A quoi s’ajoute un système de notation extrêmement opaque, avec « des listes additives de candidats reçus sorties d’on ne sait où », qui laisse planer le doute sur la probité des jurys. Avec les notes de cours et les conseils de lecture, on s’échange entre étudiants les numéros des « bonnes personnes » à contacter… et à soudoyer. Il est possible de rattraper une mauvaise note en glissant un billet au chargé de TD, voire de s’offrir les services d’un jeune diplômé pour rédiger son mémoire de master ou sa thèse. « Selon la complexité du sujet et la longueur, les prix commencent à 100 000 francs CFA [150 euros], souffle un ancien étudiant, dégoûté. Même les profs font ça, sauf qu’ils prennent plus d’argent. C’est un business très rentable. »

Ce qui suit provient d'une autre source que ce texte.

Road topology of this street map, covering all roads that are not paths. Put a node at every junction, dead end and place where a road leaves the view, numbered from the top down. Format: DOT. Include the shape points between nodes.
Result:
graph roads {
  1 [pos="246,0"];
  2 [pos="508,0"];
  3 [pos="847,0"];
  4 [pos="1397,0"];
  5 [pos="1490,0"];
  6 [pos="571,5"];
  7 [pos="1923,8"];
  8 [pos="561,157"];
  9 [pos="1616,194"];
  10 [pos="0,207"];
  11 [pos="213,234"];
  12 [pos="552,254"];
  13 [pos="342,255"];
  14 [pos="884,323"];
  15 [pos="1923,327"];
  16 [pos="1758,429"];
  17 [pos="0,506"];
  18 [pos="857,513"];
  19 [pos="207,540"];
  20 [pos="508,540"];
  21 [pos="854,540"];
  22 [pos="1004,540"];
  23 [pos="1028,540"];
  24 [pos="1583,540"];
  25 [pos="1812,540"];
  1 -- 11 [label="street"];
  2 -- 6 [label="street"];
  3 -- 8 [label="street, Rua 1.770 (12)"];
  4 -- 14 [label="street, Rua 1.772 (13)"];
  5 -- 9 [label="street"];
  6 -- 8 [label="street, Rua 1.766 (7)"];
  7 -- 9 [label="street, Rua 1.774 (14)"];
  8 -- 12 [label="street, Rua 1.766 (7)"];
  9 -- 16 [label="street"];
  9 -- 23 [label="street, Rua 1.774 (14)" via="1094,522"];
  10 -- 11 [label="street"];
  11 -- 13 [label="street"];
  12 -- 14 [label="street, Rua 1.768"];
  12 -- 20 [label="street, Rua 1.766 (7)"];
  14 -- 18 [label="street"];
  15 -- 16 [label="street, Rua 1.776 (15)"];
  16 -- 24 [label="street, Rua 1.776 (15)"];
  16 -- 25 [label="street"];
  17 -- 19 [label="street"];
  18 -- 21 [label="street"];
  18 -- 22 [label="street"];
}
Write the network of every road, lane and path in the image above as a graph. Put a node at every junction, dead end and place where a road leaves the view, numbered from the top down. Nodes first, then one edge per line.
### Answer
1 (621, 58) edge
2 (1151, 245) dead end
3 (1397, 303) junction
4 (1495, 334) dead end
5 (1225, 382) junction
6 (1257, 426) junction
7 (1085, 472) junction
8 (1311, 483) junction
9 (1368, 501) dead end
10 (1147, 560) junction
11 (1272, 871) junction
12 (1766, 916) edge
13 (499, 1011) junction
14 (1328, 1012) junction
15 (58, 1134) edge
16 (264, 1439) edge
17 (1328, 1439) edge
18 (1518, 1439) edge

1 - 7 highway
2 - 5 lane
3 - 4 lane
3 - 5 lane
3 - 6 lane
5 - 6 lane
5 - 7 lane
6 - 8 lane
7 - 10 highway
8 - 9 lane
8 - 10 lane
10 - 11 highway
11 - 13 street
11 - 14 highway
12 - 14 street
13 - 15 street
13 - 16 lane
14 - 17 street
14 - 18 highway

Pour fuir ce redoutable mélange « d’incompétence, de mépris et de corruption », Cheick Camara a repris ses études à zéro à la faculté de Clermont-Ferrand, spécialisée dans l’économie du développement. Comme lui, plus de 10 600 étudiants ivoiriens étaient en mobilité internationale en 2019, dont 63 % en France, selon une étude de l’OCDE, qui note que cet effectif a augmenté de 76 % entre 2014 et 2019.
Comble de l’ironie, le gouvernement s’est enorgueilli récemment du succès de Yassine Sangaré, devenue à 25 ans la plus jeune docteure en droit de Côte d’Ivoire. En oubliant que ces brillantes études ont été effectuées au Maroc, en France et au Royaume-Uni, où la jeune femme enseigne désormais à l’université de Coventry.